The research conducted by two geologists from Princeton University has been reported in the journal Nature. It mentions that the long-ago proliferation of oxygen in the earth's atmosphere that led to the existence of life forms was prompted by changes in the planet's magma.
The researchers studied rocks preserved in the earth's crust which revealed that a steep decline in the intensity of melting within the planet's mantle led to the ideal conditions for the GOE period.
During the period, which may have lasted around 900 million years, oxygen levels in the atmosphere exploded and eventually gave rise to our present atmosphere.
The database for the current analysis was made by the two geologists, Blair Schoene, a Princeton assistant professor of geosciences, and lead author C Brenhin Keller, a Princeton geosciences doctoral student. They compiled over 70,000 geological samples to construct a 4-billion-year geochemical timeline. Their analysis uncovered a sharp drop in mantle melting 2.5 billion years ago that coincides with existing rock evidence of atmospheric changes related to the GOE.
The National Geographic reported that the two geologists speculate the change where magma forms triggered the different chemical compositions seen in their rock samples. Importantly, the scientists propose, such a shift could have altered the balance of iron in magma from ferrous to ferric-versions of the element that react differently with oxygen.
"When volcanoes were producing magma with ferrous iron, they emitted gases that readily sopped up atmospheric oxygen," Keller told the National Geographic.
Based on the observations, the researchers suggested that diminished melting in the mantle decreased the depth of melting in the earth's crust, which in turn reduced the output of reactive, iron oxide-based volcanic gases into the atmosphere. A lower concentration of these gases which react with and remove oxygen from the atmosphere allowed free oxygen molecules to proliferate.

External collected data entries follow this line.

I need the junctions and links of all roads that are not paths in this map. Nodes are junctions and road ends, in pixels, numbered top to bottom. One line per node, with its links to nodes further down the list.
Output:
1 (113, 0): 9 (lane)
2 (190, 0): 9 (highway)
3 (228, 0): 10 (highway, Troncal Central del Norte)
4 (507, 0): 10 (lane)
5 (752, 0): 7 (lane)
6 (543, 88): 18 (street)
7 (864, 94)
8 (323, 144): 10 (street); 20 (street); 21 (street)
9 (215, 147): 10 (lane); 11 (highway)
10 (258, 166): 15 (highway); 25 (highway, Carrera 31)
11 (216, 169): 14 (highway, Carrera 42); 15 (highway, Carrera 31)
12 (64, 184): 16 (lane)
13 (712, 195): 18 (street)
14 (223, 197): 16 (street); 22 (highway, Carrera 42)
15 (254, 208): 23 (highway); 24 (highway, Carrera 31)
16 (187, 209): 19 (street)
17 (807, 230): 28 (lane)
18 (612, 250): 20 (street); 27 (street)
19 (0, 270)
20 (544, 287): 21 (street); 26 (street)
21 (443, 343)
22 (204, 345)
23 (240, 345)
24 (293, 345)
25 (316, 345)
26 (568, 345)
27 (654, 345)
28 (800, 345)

"The Princeton research offers the strongest data-driven correlation yet between deep earth processes and the GOE," Schoene stated. "Previous hypotheses are largely based on qualitative observations of the rock record and computational models that simulate how this rapid oxygenation might have occurred. The Princeton research, however, is based on a statistical analysis of the geologic record and the chemical traces of deep-earth activity it has preserved".